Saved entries

****

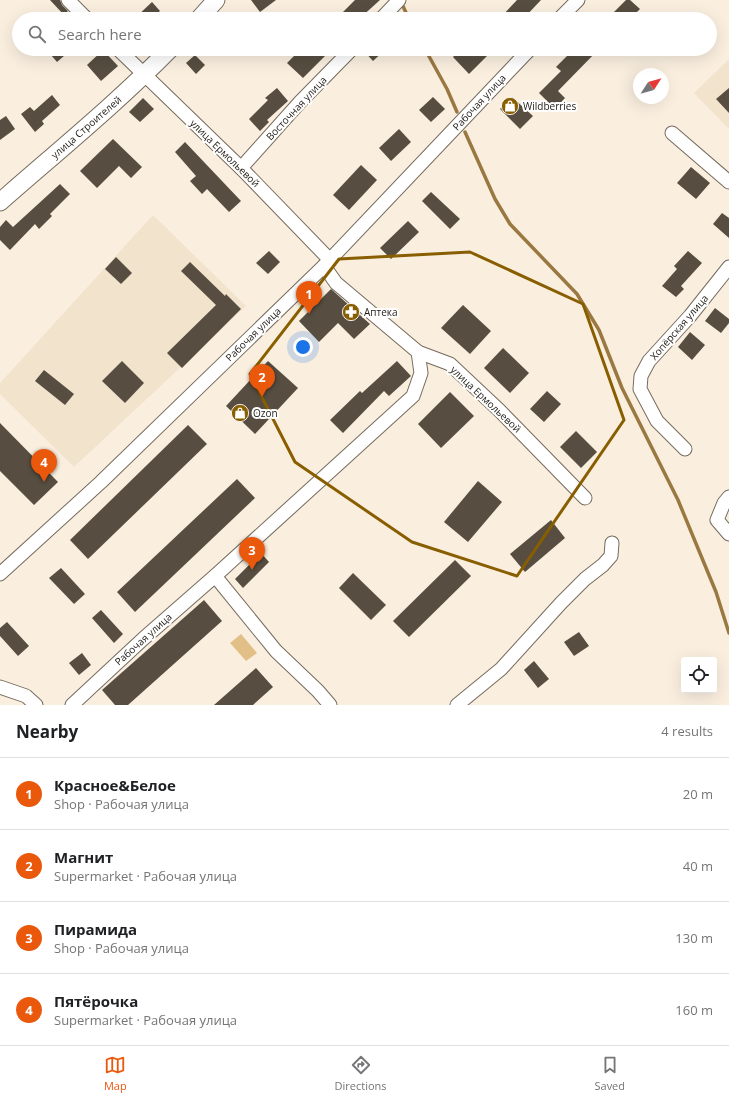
<!DOCTYPE html>
<meta charset="utf-8">
<style>
:root{--surface:#fff;--page:#f2f2f2;--text:#202124;--muted:#757577;--line:#e0e0e0;--accent:#ea580c}
body{margin:0;font-family:"Open Sans",sans-serif;background:var(--page);color:var(--text)}
.controls{position:absolute;right:12px;bottom:12px;display:grid;overflow:hidden;border-radius:4px;box-shadow:0 4px 16px #0002}
.controls button{width:36px;height:36px;display:grid;place-items:center;padding:0;border:0;border-bottom:1px solid var(--line);background:var(--surface);color:var(--text);font:20px sans-serif}
.compass{position:absolute;left:633px;top:68px;width:36px;height:36px;border-radius:50%;background:var(--surface);box-shadow:0 4px 16px #0002;rotate:54deg}
.you{position:absolute;left:303px;top:347px;width:14px;height:14px;margin:-10px;border:3px solid #fff;border-radius:50%;background:#1a73e8;box-shadow:0 0 0 6px #1a73e833}
.badge{display:grid;place-items:center;width:26px;height:26px;border-radius:50%;background:var(--accent);color:#fff;font-size:13px;font-weight:700}
.pin{position:absolute;translate:-50% -33px;filter:drop-shadow(0 1px 2px #0008)}
.pin::after{content:'';position:absolute;top:21px;width:14px;height:12px;background:inherit;clip-path:polygon(0 0,100% 0,50% 100%)}
.list{margin:0;padding:0;list-style:none}
h2{display:flex;justify-content:space-between;align-items:center;height:52px;margin:0;padding:0 16px;font-size:17px}
h2 small{font-size:13px;font-weight:400;color:var(--muted)}
.list li{display:grid;grid-template-columns:26px 1fr auto;gap:12px;align-items:center;box-sizing:border-box;height:72px;padding:0 16px;border-top:1px solid var(--line)}
.list b{display:block;font-size:15px;white-space:nowrap}
.list p{margin:0;font-size:13px;white-space:nowrap;color:var(--muted)}
.list em{font-size:13px;font-style:normal;color:var(--muted)}
.icon{flex:none;width:22px;height:22px;fill:none;stroke:currentColor;stroke-width:2;stroke-linecap:round;stroke-linejoin:round}
.map{position:relative;flex:none;width:729px;height:705px;overflow:hidden}
.search{position:absolute;background:var(--surface);box-shadow:0 4px 16px #0002;left:12px;right:12px;top:12px;height:44px;display:flex;align-items:center;gap:10px;box-sizing:border-box;padding:0 14px;border-radius:22px;color:var(--muted);font-size:15px}
.sheet{height:340px;background:var(--surface)}
nav{display:flex;justify-content:space-around;align-items:center;box-sizing:border-box;height:56px;border-top:1px solid var(--line);background:var(--surface);font-size:11px;color:var(--muted)}
nav a{display:grid;justify-items:center;gap:2px}
nav .on{color:var(--accent)}
.map>svg:first-child{display:block}
</style>
<div class="map">
<svg width="729" height="705" viewBox="0 0 729 705">
<rect width="100%" height="100%" fill="#faefdf"/>
<!-- built -->
<g fill="#f2e3cd">
<polygon points="729,59 729,129 694,93"/>
<polygon points="153,215 246,306 74,467 0,394 0,383"/>
</g>
<!-- green -->
<polygon fill="#e3bf88" points="241,634 257,653 246,661 230,643"/>
<g fill="none" stroke-linecap="round" stroke-linejoin="round">
<!-- stream -->
<g stroke="#9a7841" stroke-width="3.5">
<polyline points="401,2 409,19"/>
<polyline points="425,49 447,89 457,112"/>
<polyline points="465,132 495,199 510,224 577,294 599,330 622,388 678,500 716,592 729,633"/>
</g>
</g>
<!-- building -->
<g fill="#574e41">
<polygon points="50,0 60,0 62,5 68,11 64,15"/>
<polygon points="251,0 276,0 260,12"/>
<polygon points="355,0 380,0 359,19 347,19 341,14"/>
<polygon points="517,0 541,0 523,19 499,19"/>
<polygon points="626,0 630,0 640,9 630,19 607,19"/>
<polygon points="152,2 160,11 151,19 134,19"/>
<polygon points="58,49 72,49 57,62 51,55"/>
<polygon points="301,49 332,49 303,78 287,63"/>
<polygon points="362,49 386,49 373,61"/>
<polygon points="461,49 494,49 469,74 453,57"/>
<polygon points="574,49 599,49 558,91 565,98 555,109 539,93 561,71 556,67"/>
<polygon points="103,50 118,66 101,81 87,65"/>
<polygon points="195,55 205,65 196,74 186,63"/>
<polygon points="277,88 288,101 267,120 269,122 260,131 249,119 268,100 265,98"/>
<polygon points="729,88 729,113 716,99"/>
<polygon points="52,95 60,105 42,121 44,124 35,132 21,114 30,107 34,111"/>
<polygon points="433,97 445,109 431,122 419,110"/>
<polygon points="512,97 533,116 520,129 500,109"/>
<polygon points="143,98 154,109 140,122 129,112"/>
<polygon points="6,116 15,129 0,140 0,120"/>
<polygon points="399,129 411,142 391,161 379,148"/>
<polygon points="113,139 142,167 131,178 119,166 97,188 80,171"/>
<polygon points="185,142 241,201 229,212 207,189 202,194 190,181 196,176 175,152"/>
<polygon points="361,165 377,180 349,210 333,195"/>
<polygon points="691,167 710,183 696,199 677,183"/>
<polygon points="60,184 70,194 50,214 52,216 39,229 35,224 10,250 0,240 0,227 6,220 13,227"/>
<polygon points="431,192 460,219 450,229 422,201"/>
<polygon points="722,213 729,218 729,238 713,224"/>
<polygon points="408,221 419,232 391,259 380,248"/>
<polygon points="269,251 280,262 268,274 256,263"/>
<polygon points="688,251 702,263 681,286 684,289 676,297 662,286 677,269 674,266"/>
<polygon points="116,257 132,273 121,284 105,269"/>
<polygon points="190,262 225,296 226,294 241,309 182,368 167,353 216,305 181,271"/>
<polygon points="331,289 370,324 354,339 338,323 319,342 299,321"/>
<polygon points="463,305 491,331 470,354 441,328"/>
<polygon points="715,308 729,319 729,323 721,333 705,321"/>
<polygon points="690,332 705,345 692,360 678,347"/>
<polygon points="503,348 529,373 510,393 484,368"/>
<polygon points="122,361 144,383 125,403 102,381"/>
<polygon points="268,361 298,388 255,434 226,406"/>
<polygon points="397,361 411,376 389,396 384,391 343,433 330,420 360,391 362,393"/>
<polygon points="44,370 74,394 65,405 35,381"/>
<polygon points="547,391 561,404 544,422 530,409"/>
<polygon points="450,392 474,416 441,448 418,424"/>
<polygon points="0,423 58,482 34,505 0,471"/>
<polygon points="188,425 207,444 88,559 70,540"/>
<polygon points="576,431 597,452 581,468 560,447"/>
<polygon points="237,479 255,498 135,612 117,592"/>
<polygon points="478,481 502,502 468,542 444,522"/>
<polygon points="551,520 565,538 525,572 510,554"/>
<polygon points="261,553 269,562 243,588 235,579"/>
<polygon points="455,560 471,576 409,637 393,621"/>
<polygon points="61,568 85,594 74,604 49,578"/>
<polygon points="353,573 386,605 371,620 339,588"/>
<polygon points="204,600 222,621 128,705 115,705 102,690"/>
<polygon points="101,610 123,634 114,643 92,618"/>
<polygon points="7,622 29,646 18,656 0,636 0,628"/>
<polygon points="579,632 589,646 574,656 564,642"/>
<polygon points="82,653 91,665 79,675 69,663"/>
<polygon points="534,661 549,679 538,688 524,670"/>
<polygon points="256,668 273,687 253,705 214,705"/>
</g>
<g fill="none" stroke-linecap="round" stroke-linejoin="round">
<defs>
<g id="minor">
<polyline points="68,0 87,19"/>
<polyline points="381,19 399,0"/>
<polyline points="559,19 578,0"/>
<polyline points="118,49 241,168 330,260"/>
<polyline points="672,133 729,182"/>
<polyline points="241,168 300,102 352,49"/>
<polyline points="324,266 336,283 418,352 450,364 500,411 585,498"/>
<polyline points="685,449 657,421 640,389 641,376 649,361 690,316 729,267"/>
<polyline points="729,497 724,503 717,520 729,534"/>
<polyline points="0,574 101,482 324,266 530,49"/>
<polyline points="215,576 276,651 318,691 330,705"/>
<polyline points="0,687 26,696 36,705"/>
<polyline points="72,705 143,639 215,576 413,396 421,373 418,352"/>
<polyline points="457,705 501,669 561,603 585,579 603,565 611,556 612,543"/>
</g>
<g id="tertiary">
<polyline points="199,19 216,0"/>
<path d="M0 202C57 152 117 103 170 49"/>
</g>
</defs>
<!-- minor casing -->
<use href="#minor" stroke="#756b5d" stroke-width="15"/>
<!-- tertiary casing -->
<use href="#tertiary" stroke="#756b5d" stroke-width="19"/>
<!-- minor -->
<use href="#minor" stroke="#fff" stroke-width="13"/>
<!-- tertiary -->
<use href="#tertiary" stroke="#fff" stroke-width="17"/>
</g>
<!-- marked area -->
<path fill="none" stroke="#895e00" stroke-width="3" stroke-linejoin="round" d="M470 252 583 304 624 420 517 576 412 542 295 462 250 374 339 259Z"/>
<!-- icons -->
<defs>
<symbol id="shop-disc" viewBox="-11 -11 22 22"><circle r="9.5" fill="#895e00" stroke="#fff"/><path d="M-5-2.5h2.3a2.7 3.5 0 0 1 5.4 0H5L5.5 6h-11ZM-1.5-2.5h3a1.5 2.3 0 0 0-3 0Z" fill="#fff"/></symbol>
<symbol id="pharmacy-disc" viewBox="-11 -11 22 22"><circle r="9.5" fill="#895e00" stroke="#fff"/><path d="M-2-6h4v4h4v4h-4v4h-4v-4h-4v-4h4Z" fill="#fff"/></symbol>
</defs>
<g fill-rule="evenodd">
<use href="#shop-disc" x="500" y="96" width="20" height="20"/>
<use href="#pharmacy-disc" x="341" y="302" width="20" height="20"/>
<use href="#shop-disc" x="230" y="403" width="20" height="20"/>
</g>
<g text-anchor="middle" stroke-width="4" stroke-linejoin="round" paint-order="stroke">
<!-- street labels -->
<g font-size="10" fill="#1f1b16" stroke="#fff">
<text transform="translate(479 102) rotate(-47)" y="4">Рабочая улица</text>
<text transform="translate(296 108) rotate(-47)" y="4">Восточная улица</text>
<text transform="translate(86 127) rotate(-41)" y="4">улица Строителей</text>
<text transform="translate(225 153) rotate(44)" y="4">улица Ермольевой</text>
<text transform="translate(679 327) rotate(-49)" y="4">Хопёрская улица</text>
<text transform="translate(253 334) rotate(-44)" y="4">Рабочая улица</text>
<text transform="translate(486 399) rotate(43)" y="4">улица Ермольевой</text>
<text transform="translate(143 639) rotate(-42)" y="4">Рабочая улица</text>
</g>
<!-- poi labels -->
<g font-size="10" fill="#1f1b16" stroke="#fff" text-anchor="start">
<text x="523" y="110">Wildberries</text>
<text x="364" y="316">Аптека</text>
<text x="253" y="417">Ozon</text>
</g>
</g>
</svg>
<div class="controls">
<button><svg class="icon" aria-label="locate" viewBox="0 0 24 24"><circle cx="12" cy="12" r="6"/><path d="M12 2v4M12 18v4M2 12h4M18 12h4"/></svg></button>
</div>
<svg class="compass" viewBox="-18 -18 36 36"><path d="M0-13l5 13h-10z" fill="#e53935"/><path d="M0 13l5-13h-10z" fill="#757577"/></svg>
<div class="you"></div>
<div class="pin badge" style="left:309px;top:314px">1</div>
<div class="pin badge" style="left:262px;top:397px">2</div>
<div class="pin badge" style="left:252px;top:570px">3</div>
<div class="pin badge" style="left:44px;top:482px">4</div>
<div class="search"><svg class="icon" aria-label="search" viewBox="0 0 24 24"><circle cx="10" cy="10" r="6"/><path d="M15 15l6 6"/></svg>Search here</div>
</div>
<section class="sheet">
<h2>Nearby<small>4 results</small></h2>
<ul class="list">
<li><span class="badge">1</span><div><b>Красное&amp;Белое</b><p>Shop · Рабочая улица</p></div><em>20 m</em></li>
<li><span class="badge">2</span><div><b>Магнит</b><p>Supermarket · Рабочая улица</p></div><em>40 m</em></li>
<li><span class="badge">3</span><div><b>Пирамида</b><p>Shop · Рабочая улица</p></div><em>130 m</em></li>
<li><span class="badge">4</span><div><b>Пятёрочка</b><p>Supermarket · Рабочая улица</p></div><em>160 m</em></li>
</ul>
</section>
<nav>
<a class="on"><svg class="icon" aria-label="map" viewBox="0 0 24 24"><path d="M3 6l6-2 6 2 6-2v14l-6 2-6-2-6 2zM9 4v14M15 6v14"/></svg>Map</a>
<a><svg class="icon" aria-label="directions" viewBox="0 0 24 24"><path d="M12 3l9 9-9 9-9-9zM9 14v-3h6M13 9l2 2-2 2"/></svg>Directions</a>
<a><svg class="icon" aria-label="saved" viewBox="0 0 24 24"><path d="M7 4h10v16l-5-4-5 4z"/></svg>Saved</a>
</nav>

****

- **THE TASK**
Report each line of the data in which "href" occurs.

- **RESPONSE TO THE TASK**
<use href="#minor" stroke="#756b5d" stroke-width="15"/>
<use href="#tertiary" stroke="#756b5d" stroke-width="19"/>
<use href="#minor" stroke="#fff" stroke-width="13"/>
<use href="#tertiary" stroke="#fff" stroke-width="17"/>
<use href="#shop-disc" x="500" y="96" width="20" height="20"/>
<use href="#pharmacy-disc" x="341" y="302" width="20" height="20"/>
<use href="#shop-disc" x="230" y="403" width="20" height="20"/>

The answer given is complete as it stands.